◆ **Prompt**
Exactly as they appear, output all of the entries.

◆ **Data provided**
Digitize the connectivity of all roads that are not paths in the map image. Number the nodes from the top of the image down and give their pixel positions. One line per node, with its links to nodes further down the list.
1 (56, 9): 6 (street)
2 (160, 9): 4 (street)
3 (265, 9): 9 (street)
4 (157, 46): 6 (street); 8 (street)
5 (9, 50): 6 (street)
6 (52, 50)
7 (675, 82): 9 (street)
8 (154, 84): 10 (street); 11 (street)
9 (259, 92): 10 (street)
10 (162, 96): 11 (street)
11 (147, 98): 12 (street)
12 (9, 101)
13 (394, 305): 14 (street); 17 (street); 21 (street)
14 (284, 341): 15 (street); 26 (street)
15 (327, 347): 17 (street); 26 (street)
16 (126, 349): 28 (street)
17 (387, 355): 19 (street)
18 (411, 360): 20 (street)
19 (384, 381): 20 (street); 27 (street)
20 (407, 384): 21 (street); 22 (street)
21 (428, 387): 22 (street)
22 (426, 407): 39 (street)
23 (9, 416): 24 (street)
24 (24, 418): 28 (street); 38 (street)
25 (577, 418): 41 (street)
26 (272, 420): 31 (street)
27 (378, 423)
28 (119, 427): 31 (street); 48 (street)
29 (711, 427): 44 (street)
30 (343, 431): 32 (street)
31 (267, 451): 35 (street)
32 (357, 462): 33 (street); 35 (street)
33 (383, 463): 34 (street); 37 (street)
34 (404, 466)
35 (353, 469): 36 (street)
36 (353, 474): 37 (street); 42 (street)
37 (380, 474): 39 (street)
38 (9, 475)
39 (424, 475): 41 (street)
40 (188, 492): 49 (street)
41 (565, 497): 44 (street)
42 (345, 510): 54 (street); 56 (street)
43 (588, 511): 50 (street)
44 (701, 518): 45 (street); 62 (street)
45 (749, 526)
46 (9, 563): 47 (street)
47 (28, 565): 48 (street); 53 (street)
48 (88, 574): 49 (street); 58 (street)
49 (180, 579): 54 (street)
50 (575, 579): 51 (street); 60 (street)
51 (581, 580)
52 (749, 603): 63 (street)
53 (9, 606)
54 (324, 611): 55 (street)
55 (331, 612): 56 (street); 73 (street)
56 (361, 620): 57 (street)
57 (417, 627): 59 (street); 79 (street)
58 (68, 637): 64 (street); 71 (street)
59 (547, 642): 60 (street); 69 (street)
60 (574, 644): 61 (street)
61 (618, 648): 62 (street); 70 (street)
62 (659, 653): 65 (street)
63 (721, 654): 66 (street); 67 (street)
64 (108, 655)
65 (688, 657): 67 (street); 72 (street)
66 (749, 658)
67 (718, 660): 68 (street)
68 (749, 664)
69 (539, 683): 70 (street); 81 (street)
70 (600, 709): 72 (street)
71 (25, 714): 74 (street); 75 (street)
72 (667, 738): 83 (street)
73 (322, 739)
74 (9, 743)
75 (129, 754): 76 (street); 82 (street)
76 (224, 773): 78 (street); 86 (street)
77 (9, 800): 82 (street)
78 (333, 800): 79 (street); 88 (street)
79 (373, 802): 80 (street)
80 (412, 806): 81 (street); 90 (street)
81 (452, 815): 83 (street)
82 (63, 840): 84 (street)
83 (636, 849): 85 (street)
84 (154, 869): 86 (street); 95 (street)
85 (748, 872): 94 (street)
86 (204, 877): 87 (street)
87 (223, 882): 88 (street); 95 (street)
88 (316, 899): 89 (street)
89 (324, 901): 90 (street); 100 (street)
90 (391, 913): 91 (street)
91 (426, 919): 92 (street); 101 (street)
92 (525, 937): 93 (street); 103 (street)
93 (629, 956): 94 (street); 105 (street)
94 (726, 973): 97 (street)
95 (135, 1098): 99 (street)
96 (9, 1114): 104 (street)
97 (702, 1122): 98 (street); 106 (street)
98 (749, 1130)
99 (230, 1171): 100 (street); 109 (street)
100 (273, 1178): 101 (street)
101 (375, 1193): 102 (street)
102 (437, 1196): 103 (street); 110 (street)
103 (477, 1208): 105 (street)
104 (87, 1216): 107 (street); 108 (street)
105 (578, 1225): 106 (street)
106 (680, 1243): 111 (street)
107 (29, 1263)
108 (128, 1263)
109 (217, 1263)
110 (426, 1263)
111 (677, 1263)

◆ **Solution to this problem**
Digitize the connectivity of all roads that are not paths in the map image. Number the nodes from the top of the image down and give their pixel positions. One line per node, with its links to nodes further down the list.
1 (56, 9): 6 (street)
2 (160, 9): 4 (street)
3 (265, 9): 9 (street)
4 (157, 46): 6 (street); 8 (street)
5 (9, 50): 6 (street)
6 (52, 50)
7 (675, 82): 9 (street)
8 (154, 84): 10 (street); 11 (street)
9 (259, 92): 10 (street)
10 (162, 96): 11 (street)
11 (147, 98): 12 (street)
12 (9, 101)
13 (394, 305): 14 (street); 17 (street); 21 (street)
14 (284, 341): 15 (street); 26 (street)
15 (327, 347): 17 (street); 26 (street)
16 (126, 349): 28 (street)
17 (387, 355): 19 (street)
18 (411, 360): 20 (street)
19 (384, 381): 20 (street); 27 (street)
20 (407, 384): 21 (street); 22 (street)
21 (428, 387): 22 (street)
22 (426, 407): 39 (street)
23 (9, 416): 24 (street)
24 (24, 418): 28 (street); 38 (street)
25 (577, 418): 41 (street)
26 (272, 420): 31 (street)
27 (378, 423)
28 (119, 427): 31 (street); 48 (street)
29 (711, 427): 44 (street)
30 (343, 431): 32 (street)
31 (267, 451): 35 (street)
32 (357, 462): 33 (street); 35 (street)
33 (383, 463): 34 (street); 37 (street)
34 (404, 466)
35 (353, 469): 36 (street)
36 (353, 474): 37 (street); 42 (street)
37 (380, 474): 39 (street)
38 (9, 475)
39 (424, 475): 41 (street)
40 (188, 492): 49 (street)
41 (565, 497): 44 (street)
42 (345, 510): 54 (street); 56 (street)
43 (588, 511): 50 (street)
44 (701, 518): 45 (street); 62 (street)
45 (749, 526)
46 (9, 563): 47 (street)
47 (28, 565): 48 (street); 53 (street)
48 (88, 574): 49 (street); 58 (street)
49 (180, 579): 54 (street)
50 (575, 579): 51 (street); 60 (street)
51 (581, 580)
52 (749, 603): 63 (street)
53 (9, 606)
54 (324, 611): 55 (street)
55 (331, 612): 56 (street); 73 (street)
56 (361, 620): 57 (street)
57 (417, 627): 59 (street); 79 (street)
58 (68, 637): 64 (street); 71 (street)
59 (547, 642): 60 (street); 69 (street)
60 (574, 644): 61 (street)
61 (618, 648): 62 (street); 70 (street)
62 (659, 653): 65 (street)
63 (721, 654): 66 (street); 67 (street)
64 (108, 655)
65 (688, 657): 67 (street); 72 (street)
66 (749, 658)
67 (718, 660): 68 (street)
68 (749, 664)
69 (539, 683): 70 (street); 81 (street)
70 (600, 709): 72 (street)
71 (25, 714): 74 (street); 75 (street)
72 (667, 738): 83 (street)
73 (322, 739)
74 (9, 743)
75 (129, 754): 76 (street); 82 (street)
76 (224, 773): 78 (street); 86 (street)
77 (9, 800): 82 (street)
78 (333, 800): 79 (street); 88 (street)
79 (373, 802): 80 (street)
80 (412, 806): 81 (street); 90 (street)
81 (452, 815): 83 (street)
82 (63, 840): 84 (street)
83 (636, 849): 85 (street)
84 (154, 869): 86 (street); 95 (street)
85 (748, 872): 94 (street)
86 (204, 877): 87 (street)
87 (223, 882): 88 (street); 95 (street)
88 (316, 899): 89 (street)
89 (324, 901): 90 (street); 100 (street)
90 (391, 913): 91 (street)
91 (426, 919): 92 (street); 101 (street)
92 (525, 937): 93 (street); 103 (street)
93 (629, 956): 94 (street); 105 (street)
94 (726, 973): 97 (street)
95 (135, 1098): 99 (street)
96 (9, 1114): 104 (street)
97 (702, 1122): 98 (street); 106 (street)
98 (749, 1130)
99 (230, 1171): 100 (street); 109 (street)
100 (273, 1178): 101 (street)
101 (375, 1193): 102 (street)
102 (437, 1196): 103 (street); 110 (street)
103 (477, 1208): 105 (street)
104 (87, 1216): 107 (street); 108 (street)
105 (578, 1225): 106 (street)
106 (680, 1243): 111 (street)
107 (29, 1263)
108 (128, 1263)
109 (217, 1263)
110 (426, 1263)
111 (677, 1263)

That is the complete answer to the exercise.